XVII edizione, 21 agosto 2004
Il nutrito numero di partecipanti a questa 17a edizione, che ringraziamo per la loro partecipazione, oltre a procurare un sincero compiacimento per il continuo successo dell’iniziativa, sta altresì a confermare il crescente numero di coloro che si cimentano nel non facile esercizio della poesia.
Perché tutto questo?
Per dare “ senso
e passione “ al quotidiano, come sosteneva il Vico?
Perché la poesia
deve essere intesa come verità assoluta, di gran lunga superiore alla filosofia,
come sosteneva Schiller?
O perché la poesia ha il compito di affinare
e salvaguardare la dignità del linguaggio “carico di significato al massimo
grado possibile”, come sosteneva Abbagnano?
Innumerevoli possono
essere le risposte quanto innumerevoli sono i modi di pensare dei singoli.
L’importante
è che l’esercizio della poesia costituisca comunque sempre un affinamento
dello spirito, una discesa nel profondo di noi stessi, alla ricerca della
bellezza e della verità.
Questa pubblicazione, oltre a ricordare l’impegno della ricerca dei partecipanti, intende favorire l’incontro con i lettori, i quali, nel momento in cui si uniscono agli artefici, si trasformano essi stessi in poeti.
Eraldo Odasso
La giuria ufficiale del Premio, composta da:
Luca
Necciai (Presidente)
Graziella Granà (VicePresidente), Luciano Gallino
ed Emiliano Moncia,
coordinata nei lavori da Eraldo Odasso
dopo
aver esaminato gli elaborati pervenuti al Concorso, ha espresso all'unanimità
la seguente graduatoria:
1° Classificato assoluto Certe ore (autore: Giovanni Galli)
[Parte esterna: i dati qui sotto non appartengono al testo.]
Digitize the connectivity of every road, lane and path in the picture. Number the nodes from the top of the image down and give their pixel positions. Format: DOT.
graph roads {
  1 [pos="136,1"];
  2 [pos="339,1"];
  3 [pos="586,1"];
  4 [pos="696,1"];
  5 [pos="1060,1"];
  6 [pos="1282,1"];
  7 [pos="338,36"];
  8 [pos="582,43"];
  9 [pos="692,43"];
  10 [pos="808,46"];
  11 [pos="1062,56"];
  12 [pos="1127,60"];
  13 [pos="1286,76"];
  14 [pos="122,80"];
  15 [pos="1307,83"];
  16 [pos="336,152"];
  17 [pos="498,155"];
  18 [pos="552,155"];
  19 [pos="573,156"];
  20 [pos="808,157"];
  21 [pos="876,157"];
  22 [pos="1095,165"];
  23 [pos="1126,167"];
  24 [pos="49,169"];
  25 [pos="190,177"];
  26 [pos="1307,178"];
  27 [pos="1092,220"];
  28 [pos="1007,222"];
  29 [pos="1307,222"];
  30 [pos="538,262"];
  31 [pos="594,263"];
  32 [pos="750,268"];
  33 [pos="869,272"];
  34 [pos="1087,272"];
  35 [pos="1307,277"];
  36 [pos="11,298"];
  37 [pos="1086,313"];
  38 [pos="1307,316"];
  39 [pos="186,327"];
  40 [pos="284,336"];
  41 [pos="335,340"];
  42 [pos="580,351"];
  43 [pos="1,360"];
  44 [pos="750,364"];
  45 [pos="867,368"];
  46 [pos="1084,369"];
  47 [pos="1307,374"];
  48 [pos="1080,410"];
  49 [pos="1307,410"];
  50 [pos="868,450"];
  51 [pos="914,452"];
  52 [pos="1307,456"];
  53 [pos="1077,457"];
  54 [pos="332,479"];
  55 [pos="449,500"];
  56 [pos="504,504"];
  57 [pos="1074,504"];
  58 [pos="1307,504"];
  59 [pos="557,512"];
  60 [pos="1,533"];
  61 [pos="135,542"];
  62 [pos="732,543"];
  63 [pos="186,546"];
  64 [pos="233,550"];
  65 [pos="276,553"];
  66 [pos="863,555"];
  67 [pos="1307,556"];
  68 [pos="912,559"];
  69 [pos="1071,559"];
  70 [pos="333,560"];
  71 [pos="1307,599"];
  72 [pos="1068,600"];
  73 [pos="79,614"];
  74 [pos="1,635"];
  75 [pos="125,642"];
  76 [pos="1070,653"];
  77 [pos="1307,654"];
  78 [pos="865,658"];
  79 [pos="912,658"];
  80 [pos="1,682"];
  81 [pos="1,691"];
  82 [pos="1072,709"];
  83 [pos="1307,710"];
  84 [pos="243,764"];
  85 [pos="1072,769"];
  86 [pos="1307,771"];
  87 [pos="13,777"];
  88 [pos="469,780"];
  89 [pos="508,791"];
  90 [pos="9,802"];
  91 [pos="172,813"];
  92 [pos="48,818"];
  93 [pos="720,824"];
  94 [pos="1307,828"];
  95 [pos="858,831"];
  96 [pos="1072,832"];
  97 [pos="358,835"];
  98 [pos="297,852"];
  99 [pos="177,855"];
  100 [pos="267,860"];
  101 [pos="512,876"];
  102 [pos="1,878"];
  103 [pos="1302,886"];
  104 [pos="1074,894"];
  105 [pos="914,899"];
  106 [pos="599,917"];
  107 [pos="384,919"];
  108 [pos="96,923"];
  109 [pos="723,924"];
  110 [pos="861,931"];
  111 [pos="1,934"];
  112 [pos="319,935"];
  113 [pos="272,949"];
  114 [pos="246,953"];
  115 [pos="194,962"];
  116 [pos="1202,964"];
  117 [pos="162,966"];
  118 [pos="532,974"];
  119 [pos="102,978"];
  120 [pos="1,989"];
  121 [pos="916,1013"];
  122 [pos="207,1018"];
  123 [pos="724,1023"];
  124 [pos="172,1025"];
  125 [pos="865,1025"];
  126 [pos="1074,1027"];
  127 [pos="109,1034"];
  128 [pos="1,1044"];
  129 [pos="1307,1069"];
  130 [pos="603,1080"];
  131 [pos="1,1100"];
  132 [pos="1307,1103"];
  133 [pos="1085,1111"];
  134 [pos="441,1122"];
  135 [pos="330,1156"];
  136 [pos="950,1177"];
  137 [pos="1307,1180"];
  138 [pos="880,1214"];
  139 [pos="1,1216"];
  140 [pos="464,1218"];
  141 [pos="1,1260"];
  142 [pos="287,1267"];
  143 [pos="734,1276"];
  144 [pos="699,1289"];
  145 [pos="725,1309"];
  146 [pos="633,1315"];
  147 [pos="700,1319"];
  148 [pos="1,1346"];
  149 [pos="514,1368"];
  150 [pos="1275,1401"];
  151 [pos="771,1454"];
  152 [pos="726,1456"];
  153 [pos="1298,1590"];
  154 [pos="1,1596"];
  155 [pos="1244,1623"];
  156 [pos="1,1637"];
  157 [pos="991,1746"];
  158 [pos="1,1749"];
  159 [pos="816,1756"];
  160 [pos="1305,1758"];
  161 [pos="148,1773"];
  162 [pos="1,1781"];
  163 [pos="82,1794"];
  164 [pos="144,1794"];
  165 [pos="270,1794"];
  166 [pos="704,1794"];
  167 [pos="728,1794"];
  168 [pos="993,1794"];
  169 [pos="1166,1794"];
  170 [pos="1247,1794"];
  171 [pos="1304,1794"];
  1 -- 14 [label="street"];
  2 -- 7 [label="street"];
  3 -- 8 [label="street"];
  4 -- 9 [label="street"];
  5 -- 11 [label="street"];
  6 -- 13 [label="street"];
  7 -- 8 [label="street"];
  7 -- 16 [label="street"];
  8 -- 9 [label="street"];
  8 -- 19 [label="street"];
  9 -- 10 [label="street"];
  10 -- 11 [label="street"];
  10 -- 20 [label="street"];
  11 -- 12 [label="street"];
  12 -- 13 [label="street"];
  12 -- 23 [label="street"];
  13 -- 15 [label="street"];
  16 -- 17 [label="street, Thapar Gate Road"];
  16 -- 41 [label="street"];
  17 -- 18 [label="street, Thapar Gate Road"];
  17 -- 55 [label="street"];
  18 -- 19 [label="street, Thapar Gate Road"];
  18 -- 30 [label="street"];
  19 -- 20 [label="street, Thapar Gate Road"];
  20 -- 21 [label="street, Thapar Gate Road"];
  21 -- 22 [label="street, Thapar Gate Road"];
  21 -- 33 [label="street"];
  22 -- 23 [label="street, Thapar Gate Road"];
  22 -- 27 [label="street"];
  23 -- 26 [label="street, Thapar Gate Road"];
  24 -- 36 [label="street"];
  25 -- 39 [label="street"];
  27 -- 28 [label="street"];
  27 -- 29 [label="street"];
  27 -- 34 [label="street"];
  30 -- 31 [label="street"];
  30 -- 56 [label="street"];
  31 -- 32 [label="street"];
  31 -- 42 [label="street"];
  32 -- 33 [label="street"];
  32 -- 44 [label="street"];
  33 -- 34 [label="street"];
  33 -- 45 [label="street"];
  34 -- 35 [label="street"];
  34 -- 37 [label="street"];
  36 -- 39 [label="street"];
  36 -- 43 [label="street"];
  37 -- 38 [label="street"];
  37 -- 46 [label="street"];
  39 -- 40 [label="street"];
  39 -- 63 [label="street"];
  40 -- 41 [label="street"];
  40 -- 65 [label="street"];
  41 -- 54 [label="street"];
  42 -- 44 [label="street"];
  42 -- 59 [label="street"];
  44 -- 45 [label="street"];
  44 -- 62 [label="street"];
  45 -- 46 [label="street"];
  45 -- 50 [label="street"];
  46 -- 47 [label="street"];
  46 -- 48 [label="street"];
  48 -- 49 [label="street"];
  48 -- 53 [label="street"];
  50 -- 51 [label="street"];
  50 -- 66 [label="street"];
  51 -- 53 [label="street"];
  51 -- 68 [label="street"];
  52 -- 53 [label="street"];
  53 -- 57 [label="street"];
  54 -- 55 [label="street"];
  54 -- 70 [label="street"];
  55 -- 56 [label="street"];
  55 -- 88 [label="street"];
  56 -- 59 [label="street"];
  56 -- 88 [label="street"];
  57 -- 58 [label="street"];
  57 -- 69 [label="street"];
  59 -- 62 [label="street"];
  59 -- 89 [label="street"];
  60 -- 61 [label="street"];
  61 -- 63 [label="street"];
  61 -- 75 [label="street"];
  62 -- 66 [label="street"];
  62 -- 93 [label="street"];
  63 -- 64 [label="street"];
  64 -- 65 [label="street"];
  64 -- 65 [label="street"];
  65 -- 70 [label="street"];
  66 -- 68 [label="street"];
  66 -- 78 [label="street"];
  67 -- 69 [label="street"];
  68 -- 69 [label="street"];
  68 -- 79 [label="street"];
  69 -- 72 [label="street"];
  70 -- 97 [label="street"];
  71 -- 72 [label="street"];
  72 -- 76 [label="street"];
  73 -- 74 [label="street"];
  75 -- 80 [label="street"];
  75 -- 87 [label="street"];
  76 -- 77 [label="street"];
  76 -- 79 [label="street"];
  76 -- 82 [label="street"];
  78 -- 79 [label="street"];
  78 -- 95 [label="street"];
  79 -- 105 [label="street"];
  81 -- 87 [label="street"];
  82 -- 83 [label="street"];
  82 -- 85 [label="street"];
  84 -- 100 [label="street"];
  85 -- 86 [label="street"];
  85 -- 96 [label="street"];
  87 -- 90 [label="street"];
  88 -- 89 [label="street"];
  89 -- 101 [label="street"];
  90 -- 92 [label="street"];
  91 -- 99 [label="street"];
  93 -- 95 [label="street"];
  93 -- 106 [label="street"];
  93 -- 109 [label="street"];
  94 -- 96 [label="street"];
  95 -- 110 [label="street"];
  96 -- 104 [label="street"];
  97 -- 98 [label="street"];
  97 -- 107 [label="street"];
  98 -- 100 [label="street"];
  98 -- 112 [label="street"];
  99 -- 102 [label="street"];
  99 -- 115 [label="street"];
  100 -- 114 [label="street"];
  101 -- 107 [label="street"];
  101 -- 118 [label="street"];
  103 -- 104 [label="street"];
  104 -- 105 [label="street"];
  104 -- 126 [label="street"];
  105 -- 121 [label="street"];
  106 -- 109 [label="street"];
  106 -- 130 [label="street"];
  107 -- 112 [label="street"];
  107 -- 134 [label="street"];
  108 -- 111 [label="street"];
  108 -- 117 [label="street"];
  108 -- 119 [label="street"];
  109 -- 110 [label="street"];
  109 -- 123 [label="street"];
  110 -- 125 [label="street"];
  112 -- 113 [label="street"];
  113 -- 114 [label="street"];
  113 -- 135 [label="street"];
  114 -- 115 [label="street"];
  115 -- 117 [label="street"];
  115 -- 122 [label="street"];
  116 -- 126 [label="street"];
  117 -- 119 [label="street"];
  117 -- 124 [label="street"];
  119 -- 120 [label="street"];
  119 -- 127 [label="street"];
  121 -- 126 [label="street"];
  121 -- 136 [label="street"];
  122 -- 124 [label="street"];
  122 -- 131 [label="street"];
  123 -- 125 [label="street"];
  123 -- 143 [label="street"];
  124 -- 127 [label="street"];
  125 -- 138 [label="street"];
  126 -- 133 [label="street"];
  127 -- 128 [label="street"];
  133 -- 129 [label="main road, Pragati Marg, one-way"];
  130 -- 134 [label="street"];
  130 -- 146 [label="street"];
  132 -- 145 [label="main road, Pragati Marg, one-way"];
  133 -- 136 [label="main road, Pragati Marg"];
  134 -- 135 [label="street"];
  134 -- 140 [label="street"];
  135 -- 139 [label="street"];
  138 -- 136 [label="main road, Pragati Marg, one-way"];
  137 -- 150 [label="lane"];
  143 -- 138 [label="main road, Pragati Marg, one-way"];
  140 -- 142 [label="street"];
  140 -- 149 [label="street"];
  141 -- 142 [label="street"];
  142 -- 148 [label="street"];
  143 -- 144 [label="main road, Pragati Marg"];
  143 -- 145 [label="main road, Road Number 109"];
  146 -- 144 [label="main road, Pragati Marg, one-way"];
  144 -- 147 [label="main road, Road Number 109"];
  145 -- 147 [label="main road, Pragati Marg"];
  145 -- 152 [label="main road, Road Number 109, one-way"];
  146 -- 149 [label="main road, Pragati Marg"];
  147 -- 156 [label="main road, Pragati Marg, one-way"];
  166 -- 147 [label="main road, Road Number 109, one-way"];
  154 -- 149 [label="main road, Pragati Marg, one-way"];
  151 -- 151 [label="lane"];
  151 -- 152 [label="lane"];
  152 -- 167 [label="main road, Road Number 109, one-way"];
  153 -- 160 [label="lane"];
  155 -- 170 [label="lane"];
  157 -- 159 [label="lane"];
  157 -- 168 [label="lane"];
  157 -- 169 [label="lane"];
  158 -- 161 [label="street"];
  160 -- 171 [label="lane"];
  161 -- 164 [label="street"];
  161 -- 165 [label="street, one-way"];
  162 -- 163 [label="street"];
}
2° Classificati ex-aequo Favola triste (Cristina Mantisi) Via Molino (Paolo Odasso)
3° Classificati ex-aequo Emozioni d'inchiostro trasparente (Alessio Rizzello) Croci (Franco Robaldo) Il compleanno (Stefano Tonelli)
Segnalazioni per merito Vorrei (Carla Parodi) Autunno (Jolanda Pettinaro) Rami (Sergio Zanoccoli)
Poesie Premiate:
CERTE ORE
Certe ore Rex (ansante) ti osserva e, lungo il grano, passa nessuno.
Nessuno passa, chè il pennino aguzzo del sole
rado il ciglio raschia e la carta incide (candida) del cuore.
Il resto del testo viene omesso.